Chairman of Committees:
- Daniel Foley Roberts (30 May 1860 – 26 July 1889)
- Thomas Lodge Murray-Prior (31 July 1889 – 31 December 1892)

==Members==

| Name | Date appointed | Date left | Reason for leaving |
|---|---|---|---|
| William Aplin | 19 October 1880 | 18 February 1901 |  |
| Joshua Peter Bell | 3 April 1879 | 20 December 1881 | Death |
| William Draper Box | 2 January 1874 | 26 January 1904 |  |
| Frederic Brentnall | 17 April 1886 | 23 March 1922 |  |
| Alfred Henry Brown | 12 January 1874 | 26 January 1882 | Resignation |
| Eyles Browne | 3 July 1863 | 14 August 1882 | Unknown |
| Charles Hardie Buzacott | 21 January 1879 | 5 July 1882 | Resignation |
| James Cowlishaw | 18 April 1878 | 15 March 1922 |  |
| John Deane | 31 July 1889 | 27 October 1913 |  |
| George Edmondstone | 12 May 1877 | 23 February 1883 | Death |
| John Clark Foote | 12 May 1877 | 18 August 1895 |  |
| Edward Barrow Forrest | 15 August 1882 | 8 March 1899 |  |
| William Forrest | 13 May 1883 | 23 April 1903 |  |
| James Garrick^{[2]} | 13 November 1883 | 28 August 1894 |  |
| James Gibbon | 22 February 1866 | 19 February 1887 | Seat vacated |
| William Graham | 5 August 1880 | 7 June 1892 |  |
| Augustus Gregory | 10 November 1882 | 25 June 1905 |  |
| Francis Thomas Gregory | 2 January 1874 | 23 October 1888 | Death |
| Frederick Hart | 11 July 1872 | 15 July 1915 |  |
| John Heussler | 13 December 1870 | 26 October 1907 |  |
| William Hobbs | 26 April 1861 | 18 October 1880 | Resignation |
| Frederick Holberton | 4 July 1885 | 9 September 1907 |  |
| Louis Hope | 24 April 1862 | 1 November 1882 | Resignation |
| Francis Ivory | 15 September 1879 | 1 July 1881 | Resignation |
| George King | 26 January 1882 | 19 March 1890 |  |
| James Lalor | 23 August 1888 | 11 August 1921 |  |
| William Lambert | 15 March 1872 | 3 December 1901 |  |
| John Macansh | 17 April 1886 | 1 August 1896 |  |
| Thomas MacDonald-Paterson | 22 April 1885 | 11 March 1896 |  |
| John Frederick McDougall | 1 May 1860 | 13 September 1895 |  |
| Peter MacPherson | 1 July 1881 | 12 September 1913 |  |
| Charles Marks | 28 November 1888 | 23 March 1922 |  |
| Charles Mein | 26 April 1872 | 11 July 1883 | Resignation |
| Charles Melbourne | 18 April 1878 | 18 August 1885 | Seat vacated |
| Boyd Dunlop Morehead | 31 December 1880 | 3 August 1883 | Transferred to Assembly |
| Berkeley Basil Moreton | 25 May 1888 | 25 June 1891 |  |
| John Mullen | 26 April 1872 | 11 July 1883 | Seat vacated |
| Thomas Lodge Murray-Prior | 22 February 1866 | 31 December 1892 |  |
| Dr.
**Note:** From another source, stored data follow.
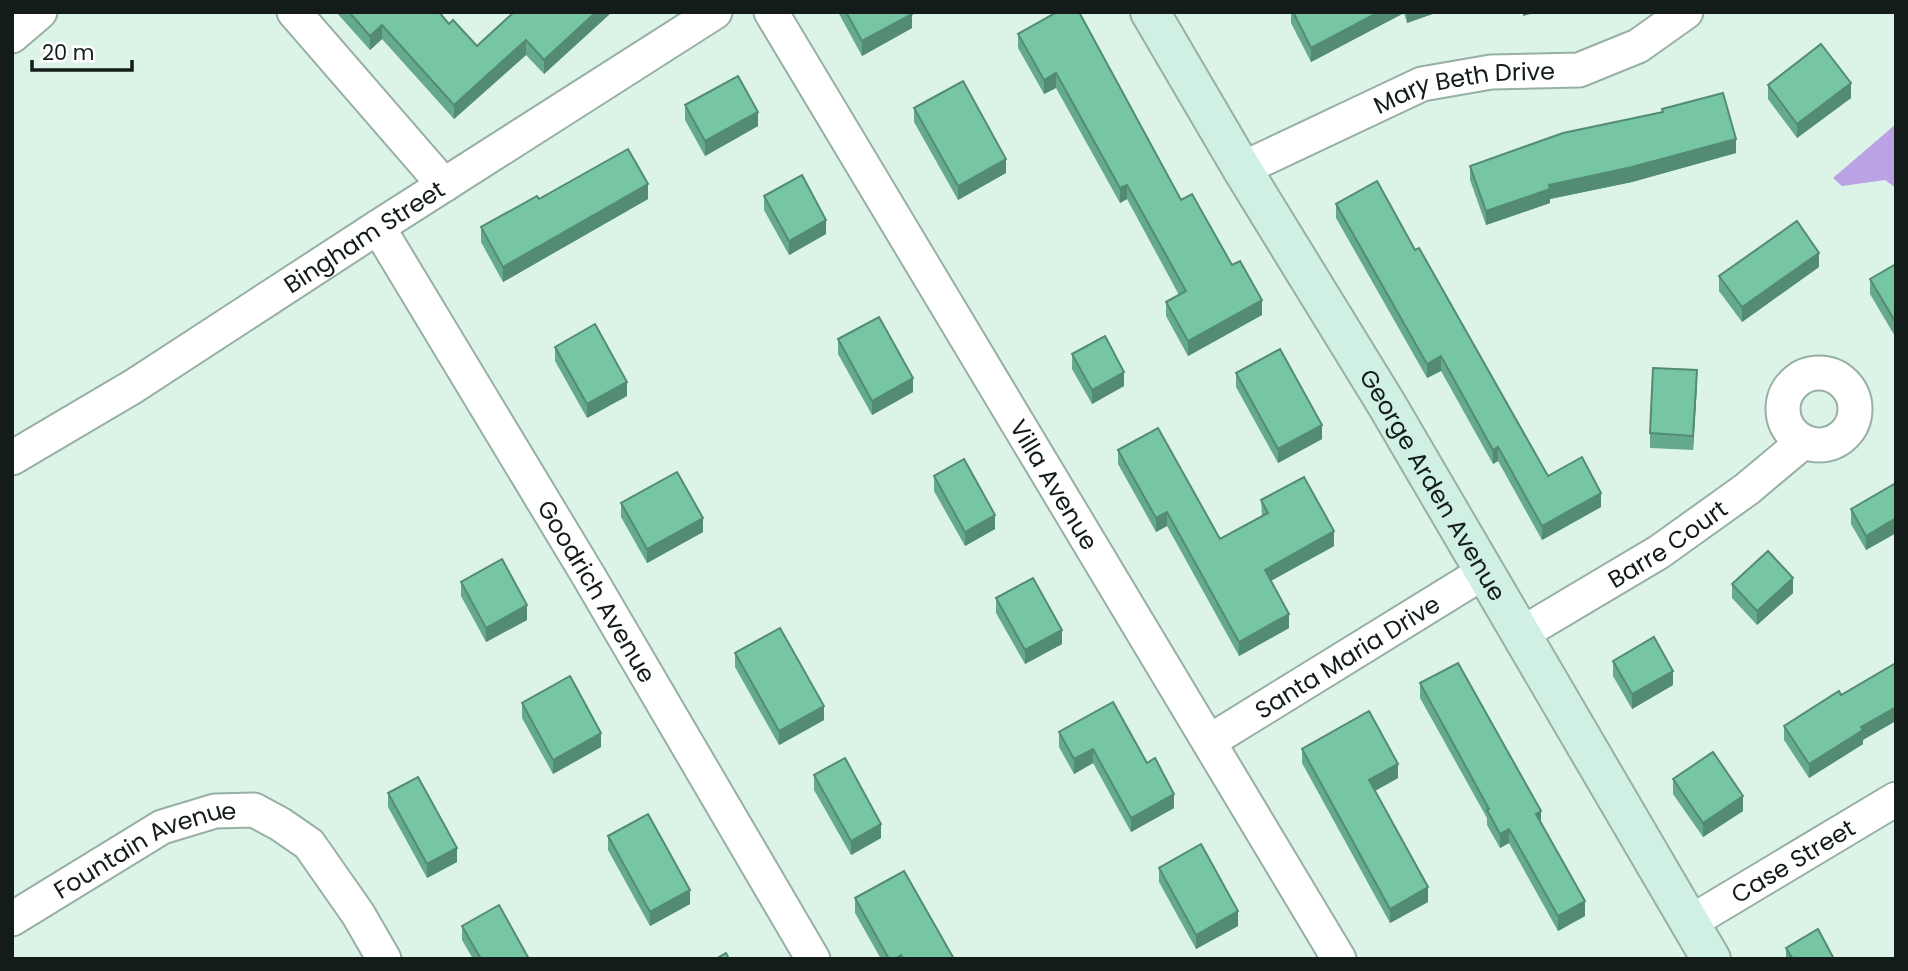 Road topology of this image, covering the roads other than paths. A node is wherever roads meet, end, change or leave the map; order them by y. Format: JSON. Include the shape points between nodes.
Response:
{"nodes":[{"id":1,"x":40,"y":12,"type":"edge"},
{"id":2,"x":294,"y":12,"type":"edge"},
{"id":3,"x":715,"y":12,"type":"edge"},
{"id":4,"x":771,"y":12,"type":"edge"},
{"id":5,"x":1150,"y":12,"type":"edge"},
{"id":6,"x":1686,"y":12,"type":"edge"},
{"id":7,"x":12,"y":36,"type":"edge"},
{"id":8,"x":1242,"y":169,"type":"junction"},
{"id":9,"x":444,"y":185,"type":"junction"},
{"id":10,"x":377,"y":228,"type":"junction"},
{"id":11,"x":1803,"y":442,"type":"dead end"},
{"id":12,"x":12,"y":458,"type":"edge"},
{"id":13,"x":1484,"y":572,"type":"junction"},
{"id":14,"x":1521,"y":634,"type":"junction"},
{"id":15,"x":1210,"y":741,"type":"junction"},
{"id":16,"x":1896,"y":799,"type":"edge"},
{"id":17,"x":12,"y":919,"type":"edge"},
{"id":18,"x":1689,"y":923,"type":"junction"},
{"id":19,"x":384,"y":959,"type":"edge"},
{"id":20,"x":813,"y":959,"type":"edge"},
{"id":21,"x":1339,"y":959,"type":"edge"},
{"id":22,"x":1711,"y":959,"type":"edge"}],
"edges":[{"from":1,"to":7,"type":"street"},
{"from":2,"to":9,"type":"street"},
{"from":3,"to":9,"type":"street","name":"Bingham Street"},
{"from":4,"to":15,"type":"street","name":"Villa Avenue"},
{"from":5,"to":8,"type":"street","name":"George Arden Avenue"},
{"from":6,"to":8,"type":"street","name":"Mary Beth Drive","via":[[1638,46],[1579,70],[1491,72],[1422,85]]},
{"from":8,"to":13,"type":"street","name":"George Arden Avenue"},
{"from":9,"to":10,"type":"street","name":"Bingham Street"},
{"from":10,"to":12,"type":"street","name":"Bingham Street","via":[[134,386]]},
{"from":10,"to":20,"type":"street","name":"Goodrich Avenue"},
{"from":11,"to":14,"type":"street","name":"Barre Court","via":[[1660,552]]},
{"from":13,"to":14,"type":"street","name":"George Arden Avenue"},
{"from":13,"to":15,"type":"street","name":"Santa Maria Drive"},
{"from":14,"to":18,"type":"street","name":"George Arden Avenue"},
{"from":15,"to":21,"type":"street","name":"Villa Avenue"},
{"from":16,"to":18,"type":"street","name":"Case Street"},
{"from":17,"to":19,"type":"street","name":"Fountain Avenue","via":[[162,827],[215,811],[254,810],[309,844]]},
{"from":18,"to":22,"type":"street","name":"George Arden Avenue"}]}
Kevin O'Doherty | 12 May 1877 | 4 November 1885 | Resignation |
| Arthur Hunter Palmer | 24 December 1881 | 20 March 1898 |  |
| William Pettigrew | 12 May 1877 | 23 June 1894 |  |
| William Grene Power | 19 September 1883 | 14 August 1903 |  |
| Daniel Foley Roberts | 23 May 1860 | 26 July 1889 | Death |
| Alexander Raff | 14 August 1884 | 10 June 1910 |  |
| Thomas Rome | 1 July 1881 | 24 January 1882 | Resignation |
| Gordon Sandeman | 2 January 1874 | 18 August 1886 | Seat vacated |
| John Scott | 23 August 1888 | 26 June 1890 |  |
| Henry Simpson | 29 July 1868 | 29 April 1882 | Resignation |
| James Thorneloe Smith | 23 August 1888 | 14 March 1902 |  |
| Joseph Smyth | 5 May 1882 | 16 July 1910 |  |
| James Swan | 18 April 1878 | 26 May 1891 |  |
| James Taylor^{[1]} | 4 November 1871 | 17 August 1893 |  |
| William Taylor | 17 April 1886 | 23 March 1922 |  |
| Andrew Joseph Thynne | 26 January 1882 | 23 March 1922 |  |
| William Thornton | 30 October 1882 | 27 June 1884 | Death |
| John Turner | 18 April 1878 | 29 July 1900 |  |
| William Henry Walsh | 20 February 1879 | 5 April 1888 | Death |
| William Duckett White | 26 April 1861 | 5 August 1880 | Resignation |
| Andrew Wilson | 19 September 1883 | 29 August 1906 |  |
| Walter Horatio Wilson | 4 July 1885 | 28 February 1902 |  |
| Henry Wood | 17 April 1886 | 31 December 1902 |  |

 James Taylor resigned from the Council on 10 January 1881 but was reappointed on 1 July 1881.
 James Garrick was previously a member of the Legislative Council from 13 November 1869 until 8 December 1870.